I am 48 year old mature,responsible and independent working lady. Married to the person whom i loved. 7 years of relationship before marriage and now 20 years of married relationship. My husband is very egoistic and irresponsible about our relationship but at the same time very helpful towards others. He lacks emotional intelligence between us. He lacks to understand my feeling which was never his priority. Due to this attitude after 6 years of marriage i got involved with one of my office colleagues wherein i use to consider him as a big supporter who is beside me whenever i feel depressed or want to express. Since my husband did had such understanding of spending quality time with me. However i was caught by my husband after few month since he had recorded few of my conversation. That chapter got closed as i sincerely apologize by husband and made him understand why was i in to that situation, which he also realized and accepted his mistake.
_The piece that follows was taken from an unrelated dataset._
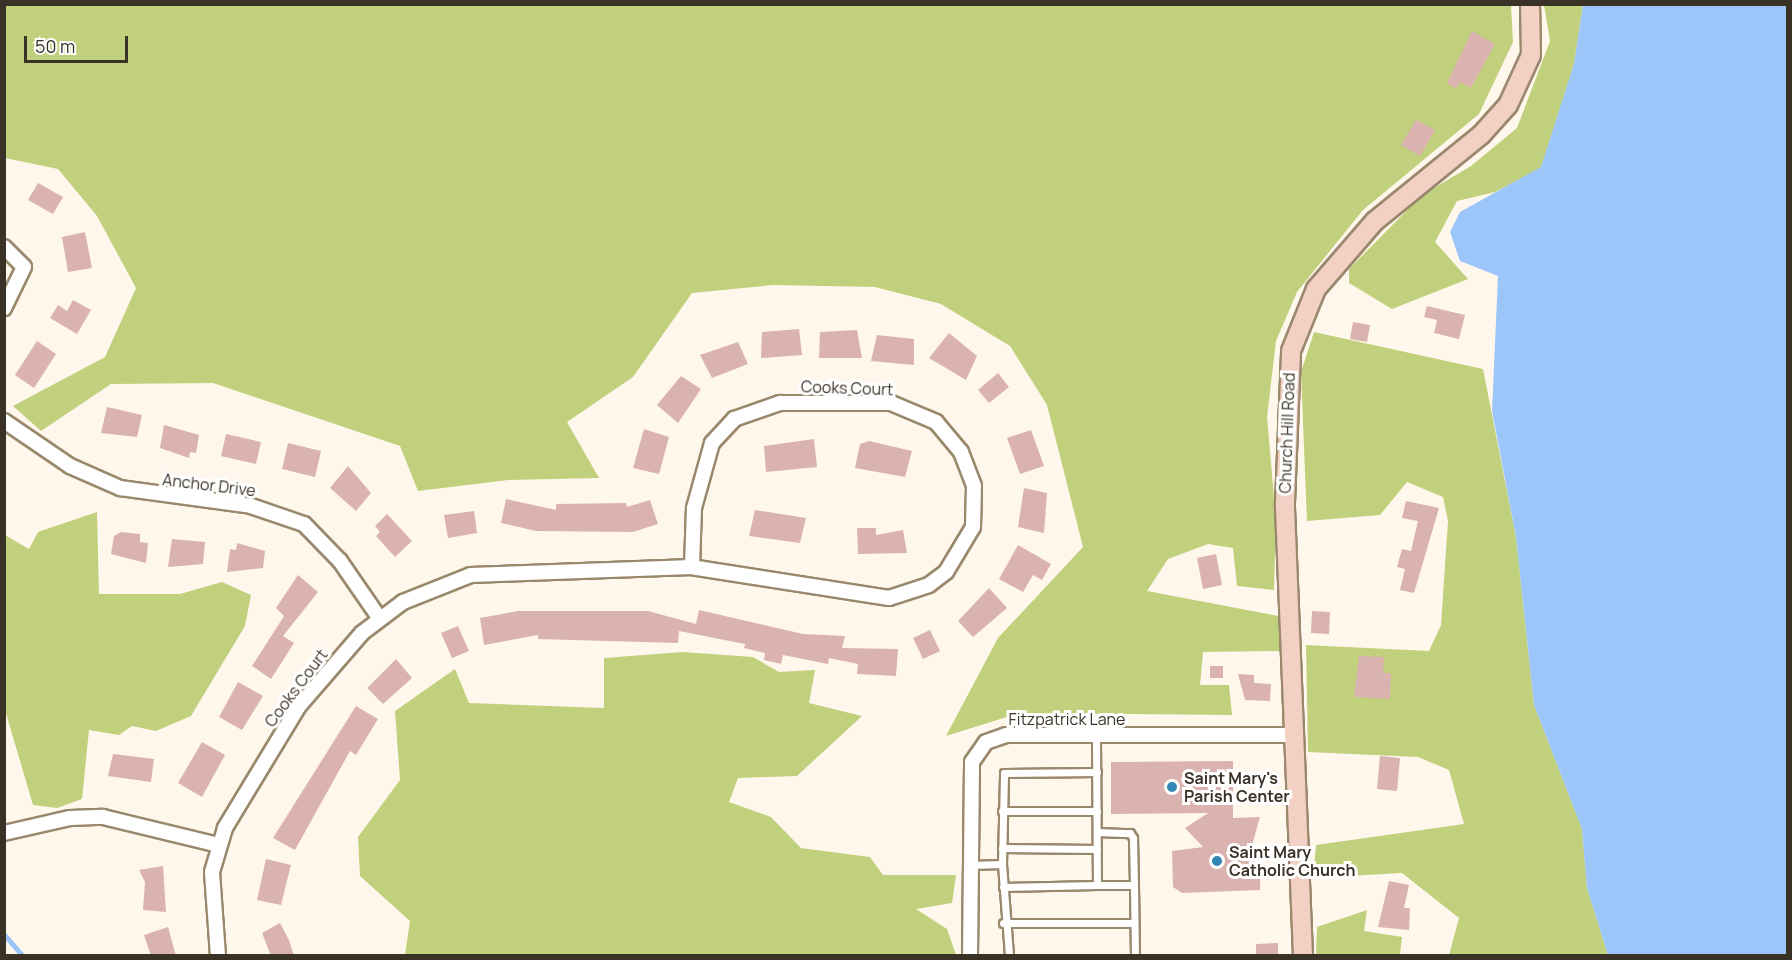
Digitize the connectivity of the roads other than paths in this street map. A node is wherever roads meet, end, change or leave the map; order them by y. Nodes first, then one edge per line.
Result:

We started a fresh journey as husband and wife. After 13 years post 2009, my husband was cheating on me which i discovered with the help of one agency. He was going around with one married lady. Luckily i cud figure this out in time with proofs and informed that ladies husband also. Post this revelation my husband has changed. He was not feeling guilty at all of what he did as he had lot of plans of leaving me and my 2 kids. He wanted to get separate and stay with his parents only, he was not interested in our family anymore and did not wanted to take any responsibility of our 2 kids, he started playing victim card that when my wife had an affair i did not revealed to anyone,then why is that she has revealed. Its now more than 6 months he is still not back on track, neither he feels guilty nor talk with me. Manipulate the conversation and his action every time. Not able to understand his behavior and this behavior is affecting my daily life. He doesn't update where.does he go, what is he doing. He is jobless since last 7 years. Hence i am only the earning member staying with i laws and kids. Day by day my patience are getting over. Please advise should i get separated from him and stay.with my kids only. Pls suggest

Ans: Dear Anonymous,
Well, it's classic behavior when there is no emotional bond within a marriage; seeking that outside of marriage...Now, with both of you having stepped out of it, it's going to take not just your efforts to put things together BUT a discussion on whether you two want this marriage to work. If YES, then work at it...
You will need to together work at dropping past baggage and starting on a clean slate.
But if NO, that's a decision that also needs a lot of deliberation. Are you willing to get out of the marriage as over time we get habituated with a person even with all they are and they are not. Think of how your life will pan out with your husband in it and not in it? Weigh this carefully and then decide what must be done next. This becomes important as there are children involved and it impacts them in a big way as well.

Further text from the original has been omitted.